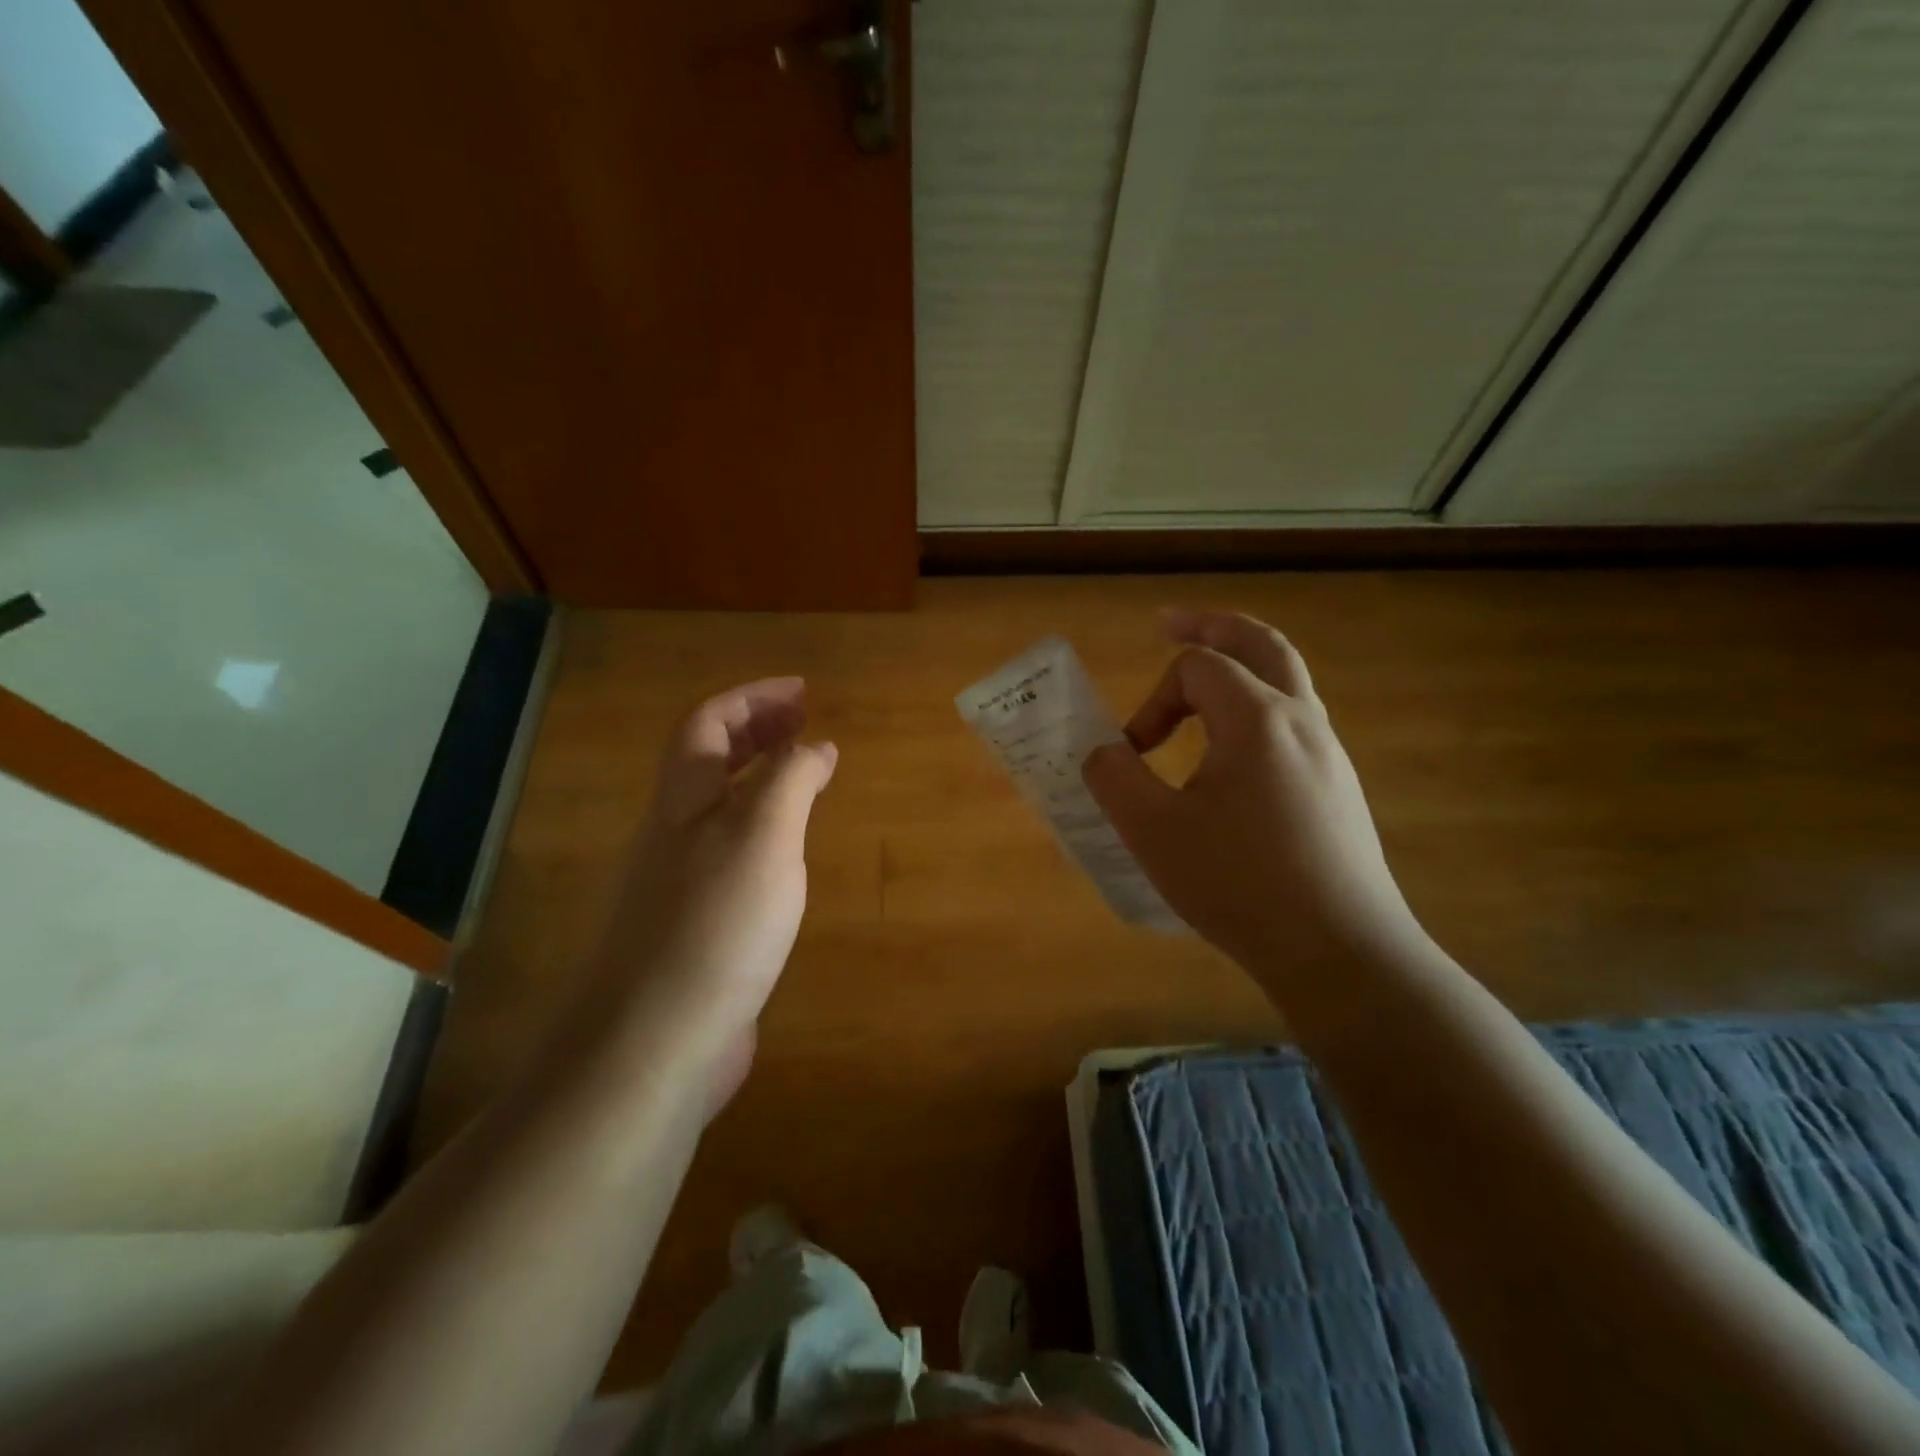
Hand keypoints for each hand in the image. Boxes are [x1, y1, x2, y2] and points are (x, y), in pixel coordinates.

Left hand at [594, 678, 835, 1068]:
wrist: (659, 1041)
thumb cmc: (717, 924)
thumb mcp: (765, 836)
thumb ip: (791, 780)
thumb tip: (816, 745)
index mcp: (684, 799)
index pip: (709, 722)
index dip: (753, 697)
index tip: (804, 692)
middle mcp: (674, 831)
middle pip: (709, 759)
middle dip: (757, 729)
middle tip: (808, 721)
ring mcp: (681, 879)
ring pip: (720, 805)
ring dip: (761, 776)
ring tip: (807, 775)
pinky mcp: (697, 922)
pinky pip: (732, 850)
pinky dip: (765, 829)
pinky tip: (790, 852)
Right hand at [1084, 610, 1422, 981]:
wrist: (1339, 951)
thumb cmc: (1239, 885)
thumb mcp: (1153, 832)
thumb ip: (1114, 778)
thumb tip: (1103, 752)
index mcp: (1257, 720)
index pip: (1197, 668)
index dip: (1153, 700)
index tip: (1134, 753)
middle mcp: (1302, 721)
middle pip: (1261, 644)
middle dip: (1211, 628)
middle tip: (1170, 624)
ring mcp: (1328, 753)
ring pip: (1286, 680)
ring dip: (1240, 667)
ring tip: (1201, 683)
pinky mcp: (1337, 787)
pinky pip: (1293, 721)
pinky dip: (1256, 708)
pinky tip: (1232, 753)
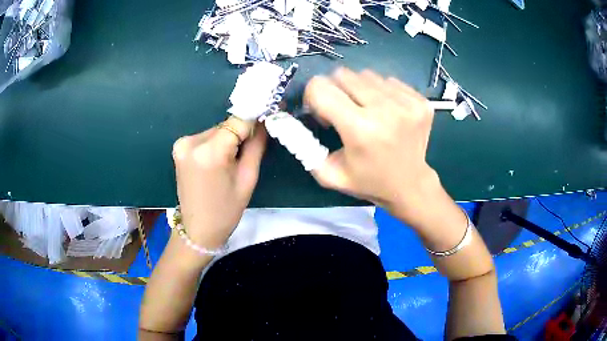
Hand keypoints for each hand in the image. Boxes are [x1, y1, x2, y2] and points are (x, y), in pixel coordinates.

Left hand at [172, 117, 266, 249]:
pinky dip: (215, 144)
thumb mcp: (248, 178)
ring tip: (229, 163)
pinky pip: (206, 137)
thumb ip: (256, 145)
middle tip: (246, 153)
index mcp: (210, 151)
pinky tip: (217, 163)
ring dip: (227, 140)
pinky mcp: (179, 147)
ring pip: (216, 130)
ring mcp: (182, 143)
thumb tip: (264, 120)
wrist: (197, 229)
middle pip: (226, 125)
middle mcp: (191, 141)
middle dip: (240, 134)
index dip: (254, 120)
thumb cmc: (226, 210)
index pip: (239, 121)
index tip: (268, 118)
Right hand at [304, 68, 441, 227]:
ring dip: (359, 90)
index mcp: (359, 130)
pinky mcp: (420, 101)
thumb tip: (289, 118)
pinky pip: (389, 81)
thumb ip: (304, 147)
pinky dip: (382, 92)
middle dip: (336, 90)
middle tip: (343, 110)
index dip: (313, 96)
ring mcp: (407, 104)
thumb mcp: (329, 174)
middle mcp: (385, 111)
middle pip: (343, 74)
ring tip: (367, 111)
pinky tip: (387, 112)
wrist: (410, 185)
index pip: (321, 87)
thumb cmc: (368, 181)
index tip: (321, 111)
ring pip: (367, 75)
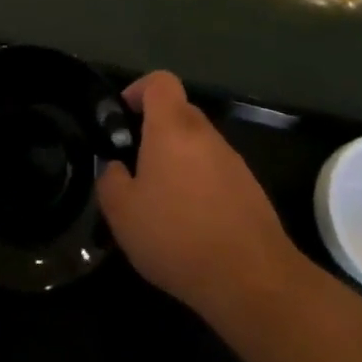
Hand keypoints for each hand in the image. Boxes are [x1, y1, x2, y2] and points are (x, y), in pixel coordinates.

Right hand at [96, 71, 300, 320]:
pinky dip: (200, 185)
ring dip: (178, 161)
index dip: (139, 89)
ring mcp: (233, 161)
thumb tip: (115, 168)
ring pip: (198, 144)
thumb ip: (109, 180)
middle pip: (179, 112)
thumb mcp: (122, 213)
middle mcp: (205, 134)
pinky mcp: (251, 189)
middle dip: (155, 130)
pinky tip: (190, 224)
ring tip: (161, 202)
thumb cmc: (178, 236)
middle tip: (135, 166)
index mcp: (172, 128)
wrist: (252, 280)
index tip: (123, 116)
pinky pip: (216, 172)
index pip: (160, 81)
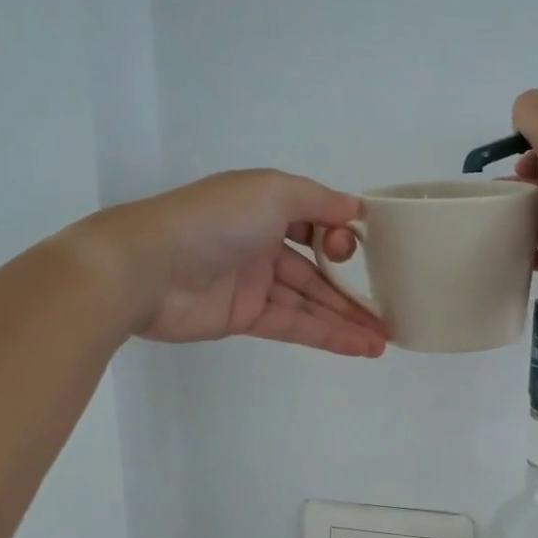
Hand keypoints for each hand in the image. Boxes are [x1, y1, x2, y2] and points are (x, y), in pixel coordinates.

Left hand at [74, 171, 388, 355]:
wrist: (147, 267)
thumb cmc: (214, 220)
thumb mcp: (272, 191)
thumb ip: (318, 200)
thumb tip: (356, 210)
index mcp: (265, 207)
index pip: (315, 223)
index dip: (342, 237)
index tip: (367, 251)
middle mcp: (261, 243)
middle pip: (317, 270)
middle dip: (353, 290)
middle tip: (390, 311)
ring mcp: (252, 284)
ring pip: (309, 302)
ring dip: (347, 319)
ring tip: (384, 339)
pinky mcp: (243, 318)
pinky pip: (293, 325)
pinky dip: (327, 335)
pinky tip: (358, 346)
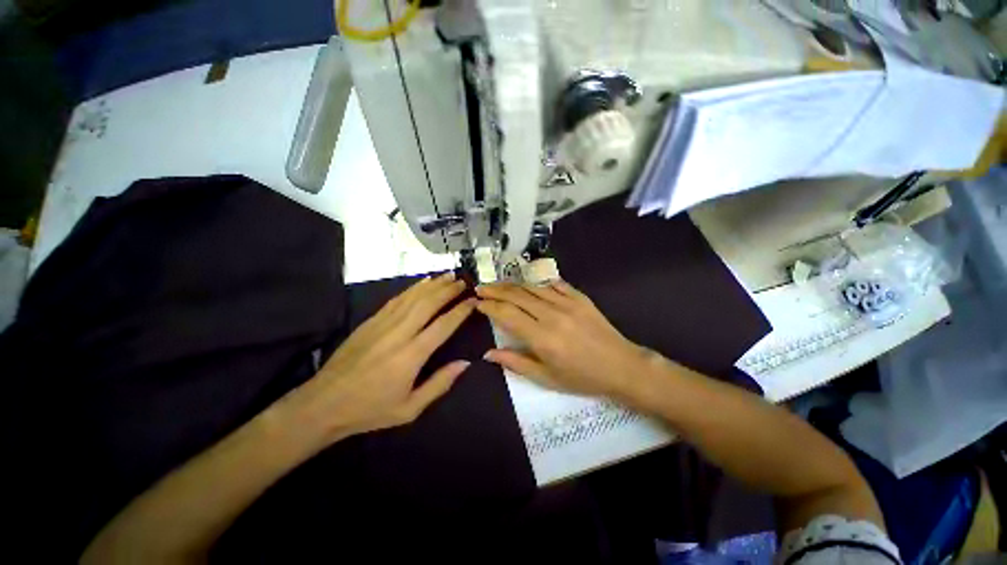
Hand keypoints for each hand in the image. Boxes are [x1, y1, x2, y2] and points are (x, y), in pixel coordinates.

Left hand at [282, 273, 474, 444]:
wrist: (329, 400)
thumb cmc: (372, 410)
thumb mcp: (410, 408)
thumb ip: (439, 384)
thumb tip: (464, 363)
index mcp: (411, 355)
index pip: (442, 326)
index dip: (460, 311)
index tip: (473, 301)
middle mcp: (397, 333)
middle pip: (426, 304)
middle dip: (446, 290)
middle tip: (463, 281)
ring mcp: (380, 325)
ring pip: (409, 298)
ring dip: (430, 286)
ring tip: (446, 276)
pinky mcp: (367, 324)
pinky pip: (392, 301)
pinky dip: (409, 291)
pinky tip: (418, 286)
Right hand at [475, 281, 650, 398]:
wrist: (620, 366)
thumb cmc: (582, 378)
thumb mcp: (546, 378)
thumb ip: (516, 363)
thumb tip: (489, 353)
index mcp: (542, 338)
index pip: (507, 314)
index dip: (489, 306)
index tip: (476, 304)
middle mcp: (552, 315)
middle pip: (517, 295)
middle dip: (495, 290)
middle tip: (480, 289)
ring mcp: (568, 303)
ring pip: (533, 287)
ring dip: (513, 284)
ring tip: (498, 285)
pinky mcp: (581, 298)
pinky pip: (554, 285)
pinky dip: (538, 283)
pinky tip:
========================================================================
THE TASK: Using the data above, reproduce exactly the lines between those holding "thumb ip: (1114, 778)" and "ring pip: (1286, 680)", inclusive, and no others.

RESULT:
thumb ip: (1114, 778)
thumb tip: (1103, 752)
index mcp: (1257, 720)
index pip: (1197, 668)
index dip: (1153, 700)
index tip: (1134, 753)
middle mcp: (1302, 721)
middle pip: (1261, 644)
middle dip: (1211, 628)
middle tip: (1170, 624)
ring mcp: (1328, 753)
ring pip: (1286, 680)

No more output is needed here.